## Your assignment
For the entries below, the expected answer is the line with "Road topology of", the line with "Which roads connect where in the map", and every line between them, exactly as written, and nothing more.

## Record excerpts
____________________
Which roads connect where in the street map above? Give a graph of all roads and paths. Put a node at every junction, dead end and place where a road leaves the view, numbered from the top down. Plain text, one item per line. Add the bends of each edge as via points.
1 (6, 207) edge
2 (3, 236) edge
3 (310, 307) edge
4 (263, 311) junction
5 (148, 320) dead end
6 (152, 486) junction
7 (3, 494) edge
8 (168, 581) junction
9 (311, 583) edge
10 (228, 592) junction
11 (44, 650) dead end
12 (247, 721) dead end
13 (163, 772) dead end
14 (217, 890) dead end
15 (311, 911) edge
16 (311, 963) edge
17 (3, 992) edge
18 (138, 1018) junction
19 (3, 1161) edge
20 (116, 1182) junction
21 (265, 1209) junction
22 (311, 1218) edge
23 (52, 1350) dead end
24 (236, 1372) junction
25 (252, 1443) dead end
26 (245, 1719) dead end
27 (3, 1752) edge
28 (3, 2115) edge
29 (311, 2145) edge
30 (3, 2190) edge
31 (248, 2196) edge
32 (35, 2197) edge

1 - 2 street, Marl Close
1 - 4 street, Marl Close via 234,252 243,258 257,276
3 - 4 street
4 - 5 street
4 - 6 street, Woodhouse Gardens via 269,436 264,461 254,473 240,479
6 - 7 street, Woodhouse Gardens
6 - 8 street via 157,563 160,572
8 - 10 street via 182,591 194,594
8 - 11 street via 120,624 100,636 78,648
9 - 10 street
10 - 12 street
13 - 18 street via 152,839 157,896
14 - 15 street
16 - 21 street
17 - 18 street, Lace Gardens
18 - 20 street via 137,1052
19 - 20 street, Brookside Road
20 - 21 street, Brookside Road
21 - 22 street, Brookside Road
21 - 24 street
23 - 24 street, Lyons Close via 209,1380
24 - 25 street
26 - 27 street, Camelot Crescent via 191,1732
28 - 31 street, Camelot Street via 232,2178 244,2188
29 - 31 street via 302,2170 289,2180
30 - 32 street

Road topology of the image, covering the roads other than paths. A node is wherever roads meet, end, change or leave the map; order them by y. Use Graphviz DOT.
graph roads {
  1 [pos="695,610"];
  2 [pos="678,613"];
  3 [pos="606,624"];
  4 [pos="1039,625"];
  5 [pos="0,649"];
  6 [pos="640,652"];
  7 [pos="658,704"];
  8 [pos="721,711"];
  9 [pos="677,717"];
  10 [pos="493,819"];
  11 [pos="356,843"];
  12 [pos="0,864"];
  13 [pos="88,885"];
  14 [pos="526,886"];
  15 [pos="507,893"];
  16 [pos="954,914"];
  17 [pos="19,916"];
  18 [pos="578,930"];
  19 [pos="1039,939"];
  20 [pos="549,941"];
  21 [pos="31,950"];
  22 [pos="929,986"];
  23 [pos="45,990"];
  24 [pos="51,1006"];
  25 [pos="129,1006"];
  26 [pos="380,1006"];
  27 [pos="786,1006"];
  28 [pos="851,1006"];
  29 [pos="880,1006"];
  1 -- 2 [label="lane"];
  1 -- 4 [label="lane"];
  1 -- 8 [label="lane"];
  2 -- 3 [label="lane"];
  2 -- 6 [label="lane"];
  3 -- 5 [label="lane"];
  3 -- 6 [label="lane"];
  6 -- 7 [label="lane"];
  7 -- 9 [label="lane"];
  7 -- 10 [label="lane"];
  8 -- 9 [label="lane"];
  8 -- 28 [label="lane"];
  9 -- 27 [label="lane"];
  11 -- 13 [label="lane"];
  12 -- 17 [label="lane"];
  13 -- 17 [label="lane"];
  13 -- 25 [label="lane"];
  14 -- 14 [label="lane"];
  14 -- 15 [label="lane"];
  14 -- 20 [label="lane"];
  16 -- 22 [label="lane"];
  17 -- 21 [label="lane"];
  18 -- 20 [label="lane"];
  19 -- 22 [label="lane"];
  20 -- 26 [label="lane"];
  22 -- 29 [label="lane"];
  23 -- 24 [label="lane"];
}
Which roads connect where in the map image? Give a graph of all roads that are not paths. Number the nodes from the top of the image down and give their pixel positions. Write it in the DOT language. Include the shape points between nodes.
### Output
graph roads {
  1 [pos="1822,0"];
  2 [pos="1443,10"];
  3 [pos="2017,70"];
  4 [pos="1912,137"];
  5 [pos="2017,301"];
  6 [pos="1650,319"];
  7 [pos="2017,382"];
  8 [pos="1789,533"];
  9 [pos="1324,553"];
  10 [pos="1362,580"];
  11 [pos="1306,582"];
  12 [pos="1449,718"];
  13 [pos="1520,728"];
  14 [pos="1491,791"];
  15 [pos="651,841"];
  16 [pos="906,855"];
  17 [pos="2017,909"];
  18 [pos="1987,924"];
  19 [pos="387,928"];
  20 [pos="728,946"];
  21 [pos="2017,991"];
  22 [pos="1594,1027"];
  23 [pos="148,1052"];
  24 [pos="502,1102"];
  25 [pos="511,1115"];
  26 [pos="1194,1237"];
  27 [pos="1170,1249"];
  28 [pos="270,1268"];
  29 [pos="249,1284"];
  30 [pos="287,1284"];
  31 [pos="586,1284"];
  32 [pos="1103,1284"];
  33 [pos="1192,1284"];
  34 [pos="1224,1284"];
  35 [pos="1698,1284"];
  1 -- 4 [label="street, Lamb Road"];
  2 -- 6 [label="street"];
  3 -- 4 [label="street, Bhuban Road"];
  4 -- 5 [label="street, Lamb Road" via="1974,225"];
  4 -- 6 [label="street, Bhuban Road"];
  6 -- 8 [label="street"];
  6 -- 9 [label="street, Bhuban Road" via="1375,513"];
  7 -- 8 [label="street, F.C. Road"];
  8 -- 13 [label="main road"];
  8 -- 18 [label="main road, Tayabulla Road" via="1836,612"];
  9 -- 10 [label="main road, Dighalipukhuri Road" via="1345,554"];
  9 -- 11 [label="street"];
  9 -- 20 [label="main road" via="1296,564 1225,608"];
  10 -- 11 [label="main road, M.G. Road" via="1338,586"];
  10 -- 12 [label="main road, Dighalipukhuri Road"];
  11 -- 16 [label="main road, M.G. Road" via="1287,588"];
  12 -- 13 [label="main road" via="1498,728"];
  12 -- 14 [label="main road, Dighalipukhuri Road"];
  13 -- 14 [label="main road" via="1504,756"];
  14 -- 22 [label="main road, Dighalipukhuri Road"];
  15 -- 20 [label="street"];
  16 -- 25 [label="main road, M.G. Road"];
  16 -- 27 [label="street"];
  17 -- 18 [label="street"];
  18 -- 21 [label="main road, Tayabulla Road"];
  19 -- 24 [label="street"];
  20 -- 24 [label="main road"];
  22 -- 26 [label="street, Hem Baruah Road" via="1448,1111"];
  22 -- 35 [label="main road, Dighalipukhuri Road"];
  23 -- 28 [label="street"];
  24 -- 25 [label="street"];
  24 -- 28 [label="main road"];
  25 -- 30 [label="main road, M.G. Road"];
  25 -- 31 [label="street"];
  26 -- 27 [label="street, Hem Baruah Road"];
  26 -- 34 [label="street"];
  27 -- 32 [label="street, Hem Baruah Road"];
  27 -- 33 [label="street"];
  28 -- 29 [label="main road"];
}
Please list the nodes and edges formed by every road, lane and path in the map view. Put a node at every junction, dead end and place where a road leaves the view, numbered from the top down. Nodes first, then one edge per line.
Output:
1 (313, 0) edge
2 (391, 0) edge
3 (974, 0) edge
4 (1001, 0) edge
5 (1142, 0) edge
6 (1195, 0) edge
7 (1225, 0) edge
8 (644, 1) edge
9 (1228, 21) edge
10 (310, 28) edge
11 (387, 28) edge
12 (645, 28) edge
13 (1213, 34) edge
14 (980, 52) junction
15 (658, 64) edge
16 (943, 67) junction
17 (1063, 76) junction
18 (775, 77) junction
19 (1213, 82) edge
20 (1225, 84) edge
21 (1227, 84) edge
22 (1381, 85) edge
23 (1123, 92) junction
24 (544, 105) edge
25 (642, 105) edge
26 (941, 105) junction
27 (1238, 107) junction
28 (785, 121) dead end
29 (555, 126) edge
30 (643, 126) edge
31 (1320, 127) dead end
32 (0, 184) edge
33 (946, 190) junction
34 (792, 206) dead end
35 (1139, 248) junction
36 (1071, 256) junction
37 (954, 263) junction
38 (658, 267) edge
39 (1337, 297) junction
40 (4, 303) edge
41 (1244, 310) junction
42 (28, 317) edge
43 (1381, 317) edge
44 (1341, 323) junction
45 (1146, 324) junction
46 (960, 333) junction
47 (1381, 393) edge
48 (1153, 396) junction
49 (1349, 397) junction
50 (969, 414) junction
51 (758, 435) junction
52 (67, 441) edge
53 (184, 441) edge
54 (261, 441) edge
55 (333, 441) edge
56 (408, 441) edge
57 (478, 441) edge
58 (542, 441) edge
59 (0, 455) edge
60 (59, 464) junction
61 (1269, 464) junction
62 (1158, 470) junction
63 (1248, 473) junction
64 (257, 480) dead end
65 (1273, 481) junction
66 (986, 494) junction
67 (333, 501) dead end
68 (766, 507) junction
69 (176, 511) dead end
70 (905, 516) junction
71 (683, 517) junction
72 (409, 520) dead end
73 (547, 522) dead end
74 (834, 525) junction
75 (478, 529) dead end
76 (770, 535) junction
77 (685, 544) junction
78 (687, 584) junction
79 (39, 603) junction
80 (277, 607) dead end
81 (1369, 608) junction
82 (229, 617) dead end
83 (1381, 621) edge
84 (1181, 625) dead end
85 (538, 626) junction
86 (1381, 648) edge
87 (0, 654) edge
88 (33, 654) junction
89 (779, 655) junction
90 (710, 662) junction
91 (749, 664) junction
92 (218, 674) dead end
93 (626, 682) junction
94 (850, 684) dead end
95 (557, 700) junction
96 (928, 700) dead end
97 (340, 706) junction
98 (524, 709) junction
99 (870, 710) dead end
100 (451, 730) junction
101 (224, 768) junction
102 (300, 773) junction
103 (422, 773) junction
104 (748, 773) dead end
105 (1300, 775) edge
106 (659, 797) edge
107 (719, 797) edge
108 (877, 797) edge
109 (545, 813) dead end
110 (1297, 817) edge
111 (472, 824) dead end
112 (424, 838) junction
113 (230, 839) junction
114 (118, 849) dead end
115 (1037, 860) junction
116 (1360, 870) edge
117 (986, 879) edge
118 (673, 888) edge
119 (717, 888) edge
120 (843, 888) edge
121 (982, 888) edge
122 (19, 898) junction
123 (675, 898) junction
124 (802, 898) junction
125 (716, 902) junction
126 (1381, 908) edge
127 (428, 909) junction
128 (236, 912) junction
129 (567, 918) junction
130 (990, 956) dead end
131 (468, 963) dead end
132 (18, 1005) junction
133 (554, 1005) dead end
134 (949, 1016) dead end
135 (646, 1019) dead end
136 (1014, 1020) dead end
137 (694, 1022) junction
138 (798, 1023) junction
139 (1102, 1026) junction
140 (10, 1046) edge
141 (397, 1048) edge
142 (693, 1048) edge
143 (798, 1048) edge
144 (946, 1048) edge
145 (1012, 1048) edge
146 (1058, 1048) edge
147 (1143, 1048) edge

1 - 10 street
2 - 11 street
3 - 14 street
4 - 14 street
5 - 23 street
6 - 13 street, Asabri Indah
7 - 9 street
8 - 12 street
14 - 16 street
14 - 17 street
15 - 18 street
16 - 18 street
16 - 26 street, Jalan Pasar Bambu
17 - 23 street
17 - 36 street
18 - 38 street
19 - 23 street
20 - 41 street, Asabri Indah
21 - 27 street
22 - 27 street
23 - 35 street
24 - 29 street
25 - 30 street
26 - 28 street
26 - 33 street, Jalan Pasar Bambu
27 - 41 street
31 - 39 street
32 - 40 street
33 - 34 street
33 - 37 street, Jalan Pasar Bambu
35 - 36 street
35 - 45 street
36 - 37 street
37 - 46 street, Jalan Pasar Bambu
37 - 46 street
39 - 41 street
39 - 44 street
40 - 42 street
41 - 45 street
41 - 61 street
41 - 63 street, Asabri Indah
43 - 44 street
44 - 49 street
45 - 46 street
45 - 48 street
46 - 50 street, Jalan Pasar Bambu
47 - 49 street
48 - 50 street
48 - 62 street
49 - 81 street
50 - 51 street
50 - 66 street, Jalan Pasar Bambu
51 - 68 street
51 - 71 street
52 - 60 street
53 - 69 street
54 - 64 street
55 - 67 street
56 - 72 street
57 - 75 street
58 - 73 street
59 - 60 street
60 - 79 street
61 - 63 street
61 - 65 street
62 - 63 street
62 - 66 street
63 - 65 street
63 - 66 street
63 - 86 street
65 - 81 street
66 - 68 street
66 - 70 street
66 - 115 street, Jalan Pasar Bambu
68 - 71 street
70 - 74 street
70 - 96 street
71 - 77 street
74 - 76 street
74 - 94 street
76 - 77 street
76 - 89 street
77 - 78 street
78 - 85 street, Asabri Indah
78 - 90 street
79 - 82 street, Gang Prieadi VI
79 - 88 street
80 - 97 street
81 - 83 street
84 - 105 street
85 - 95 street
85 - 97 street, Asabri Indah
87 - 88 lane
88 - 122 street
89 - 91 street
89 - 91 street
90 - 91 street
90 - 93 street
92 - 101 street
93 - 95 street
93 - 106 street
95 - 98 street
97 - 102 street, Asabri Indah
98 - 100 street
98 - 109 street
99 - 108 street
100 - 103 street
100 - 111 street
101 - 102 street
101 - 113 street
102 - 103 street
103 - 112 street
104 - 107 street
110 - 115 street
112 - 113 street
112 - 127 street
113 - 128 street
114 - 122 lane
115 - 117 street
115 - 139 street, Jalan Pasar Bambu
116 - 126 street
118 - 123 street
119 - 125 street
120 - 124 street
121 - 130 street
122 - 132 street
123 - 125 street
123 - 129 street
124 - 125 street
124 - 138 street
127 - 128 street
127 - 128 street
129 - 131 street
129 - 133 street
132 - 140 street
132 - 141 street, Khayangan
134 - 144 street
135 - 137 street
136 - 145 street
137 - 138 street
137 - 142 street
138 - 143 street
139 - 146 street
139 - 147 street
____________________
## Task output
Road topology of the image, covering the roads other than paths. A node is wherever roads meet, end, change or leave the map; order them by y. Use Graphviz DOT.
graph roads {
  1 [pos="695,610"];
  2 [pos="678,613"];
  3 [pos="606,624"];
  4 [pos="1039,625"];
  5 [pos="0,649"];
  6 [pos="640,652"];
  7 [pos="658,704"];
  8 [pos="721,711"];
  9 [pos="677,717"];
  10 [pos="493,819"];
  11 [pos="356,843"];
  12 [pos="0,864"];
  13 [pos="88,885"];
  14 [pos="526,886"];
  15 [pos="507,893"];
  16 [pos="954,914"];
  17 [pos="19,916"];
  18 [pos="578,930"];
  19 [pos="1039,939"];
  20 [pos="549,941"];
  21 [pos="31,950"];
  22 [pos="929,986"];
  23 [pos="45,990"];
  24 [pos="51,1006"];
  25 [pos="129,1006"];
  26 [pos="380,1006"];
  27 [pos="786,1006"];
  28 [pos="851,1006"];
  29 [pos="880,1006"];
  1 -- 2 [label="lane"];
  1 -- 4 [label="lane"];
  1 -- 8 [label="lane"];
  2 -- 3 [label="lane"];
  2 -- 6 [label="lane"];
  3 -- 5 [label="lane"];
  3 -- 6 [label="lane"];
  6 -- 7 [label="lane"];
  7 -- 9 [label="lane"];
  7 -- 10 [label="lane"];
  8 -- 9 [label="lane"];
  8 -- 28 [label="lane"];
  9 -- 27 [label="lane"];
  11 -- 13 [label="lane"];
  12 -- 17 [label="lane"];
  13 -- 17 [label="lane"];
  13 -- 25 [label="lane"];
  14 -- 14 [label="lane"];
  14 -- 15 [label="lane"];
  14 -- 20 [label="lane"];
  16 -- 22 [label="lane"];
  17 -- 21 [label="lane"];
  18 -- 20 [label="lane"];
  19 -- 22 [label="lane"];
  20 -- 26 [label="lane"];
  22 -- 29 [label="lane"];
  23 -- 24 [label="lane"];
}
Which roads connect where in the map image? Give a graph of all roads that are not paths. Number the nodes from the top of the image down and give their pixel positions. Write it in the DOT language. Include the shape points between nodes.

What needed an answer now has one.